Casbah éditions /2010.

Ébauche pour une approche éthnocritique du texte.
En guise de prélude je m’autorise une citation dont j’ai supprimé une partie par souci de pertinence, je n’en userai pas. La soustraction opérée n’altère en rien la cohésion de la citation et par contre coup sa cohérence.

« Le personnage liminaire.
Notre hypothèse de travail est qu’il y a une homologie structurelle et fonctionnelle entre le rite de passage (Van Gennep) et le récit littéraire. La trajectoire narrative des personnages serait donc l’histoire d’une mise en marge, qui aurait pour objectif de les faire accéder à un nouveau statut. Mais certains d’entre eux se caractérisent précisément par leur incapacité à quitter l’entre-deux de la phase de marge : nous proposons de leur réserver l’étiquette de « personnage liminaire ». Le personnage liminaire est donc toujours un non ou un mal « initié » (à condition de donner à l’ « initiation » une acception strictement anthropologique).
La fonction première de ce type de personnage est sans doute d’être un personnage-témoin, placé simplement au degré ultime de l’échelle du ratage initiatique qu’empruntent tous les personnages du roman moderne. Mais l’initiation impossible lui confère aussi une ambivalence constitutive qui peut faire de lui un passeur pour les autres. Le moins initié devient alors un sur-initié ; dans certains cas même, le personnage liminaire a tout du trickster. »

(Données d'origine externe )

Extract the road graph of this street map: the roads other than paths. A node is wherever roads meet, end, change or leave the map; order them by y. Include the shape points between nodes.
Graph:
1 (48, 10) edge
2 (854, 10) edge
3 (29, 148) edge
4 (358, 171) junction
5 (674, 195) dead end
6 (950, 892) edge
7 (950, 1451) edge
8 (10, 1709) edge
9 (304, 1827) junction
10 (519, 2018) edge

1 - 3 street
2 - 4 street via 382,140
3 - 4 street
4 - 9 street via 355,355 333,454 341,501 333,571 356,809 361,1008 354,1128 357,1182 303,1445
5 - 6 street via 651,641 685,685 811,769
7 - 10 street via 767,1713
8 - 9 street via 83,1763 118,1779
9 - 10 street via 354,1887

DE L’INDIGNATION COMME FACTEUR DÉCLANCHANT DU RITE DE PASSAGE.

J’ai assenti à l’insistant besoin de relire « Et l’ombre assassine la lumière ! ». Impérieuse mission née d’une circonstance particulière éprouvante pour bon nombre. L’auteur de ce texte, Youcef MERAHI, il est vrai , était déjà dans mes chantiers, cependant, Le souvenir de l’assassinat de Tahar Djaout en a déclenché l’extraction du livre de l’étagère.

Le roman se compose de deux parties. Chacune étant réservée au « rite de passage « du personnage principal : Boussad pour la première partie, Farid pour la seconde.
Les titres donnés aux chapitres engagent immédiatement le lecteur non seulement dans un inconditionnel contrat de lecture mais de plus le guident dans les étapes du parcours initiatique des personnages, « leur rite de passage ». Le lecteur se sent investi ou s’investit d’emblée.

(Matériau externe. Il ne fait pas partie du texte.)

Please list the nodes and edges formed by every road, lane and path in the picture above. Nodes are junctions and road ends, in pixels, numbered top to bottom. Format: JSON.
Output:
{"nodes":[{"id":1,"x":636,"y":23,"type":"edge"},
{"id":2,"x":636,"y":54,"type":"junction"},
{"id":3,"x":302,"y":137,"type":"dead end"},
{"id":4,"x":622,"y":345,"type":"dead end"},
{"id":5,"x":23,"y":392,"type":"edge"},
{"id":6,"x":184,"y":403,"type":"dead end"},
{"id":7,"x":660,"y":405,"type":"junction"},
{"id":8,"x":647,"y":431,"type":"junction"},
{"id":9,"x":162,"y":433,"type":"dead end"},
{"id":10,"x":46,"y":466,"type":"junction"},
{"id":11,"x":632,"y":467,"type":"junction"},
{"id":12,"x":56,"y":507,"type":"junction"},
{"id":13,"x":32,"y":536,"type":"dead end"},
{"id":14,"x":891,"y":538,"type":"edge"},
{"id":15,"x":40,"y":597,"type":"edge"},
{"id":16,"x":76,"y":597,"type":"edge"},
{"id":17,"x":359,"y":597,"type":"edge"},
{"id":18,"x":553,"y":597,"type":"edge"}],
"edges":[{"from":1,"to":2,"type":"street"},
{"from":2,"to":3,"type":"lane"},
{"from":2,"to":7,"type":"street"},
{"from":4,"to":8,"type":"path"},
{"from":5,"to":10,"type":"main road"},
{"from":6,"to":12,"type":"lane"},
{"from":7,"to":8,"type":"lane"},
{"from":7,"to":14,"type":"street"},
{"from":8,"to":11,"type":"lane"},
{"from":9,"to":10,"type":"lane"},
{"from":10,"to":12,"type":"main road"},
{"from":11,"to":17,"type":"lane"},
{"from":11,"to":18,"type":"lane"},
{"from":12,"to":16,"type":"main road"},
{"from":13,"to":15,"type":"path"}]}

Les titres des chapitres de la première partie relèvent du registre existentialiste. Ils mettent précocement le lecteur dans une ambiance impressionniste. Ceux de la seconde partie par contre, évoluent dans une gradation ascensionnelle dont l’aboutissement est la conséquence logique du parcours initiatique de Farid, indigné par l’extrême indigence de sa famille, récupéré, initié et utilisé par un recruteur manipulateur, en d’autres termes « un passeur au second degré» qui le met entre les mains du commanditaire « Passeur au 1er degré ». La gradation accompagne la propension du meneur de jeu et de celui dont il se joue.

L’ascendant du manipulateur « passeur » activant l’ascendant du manipulé « passant » sur son milieu immédiat : sa famille et le milieu scolaire. Le rite de passage relève d’un protocole rigoureux. Dispensé en lieu clos la halaqua et la mosquée, et agissant en milieu clos. Farid, « le passant » devient inévitablement « passeur » Il est le passeur de sa famille.

Le personnage de la première partie, Boussad, de part sa profession, enseignant en littérature comparée, convie le lecteur à une lecture comparée des deux parties du texte. L’auteur se fait pédagogue et « initie » le lecteur à la lecture de son texte.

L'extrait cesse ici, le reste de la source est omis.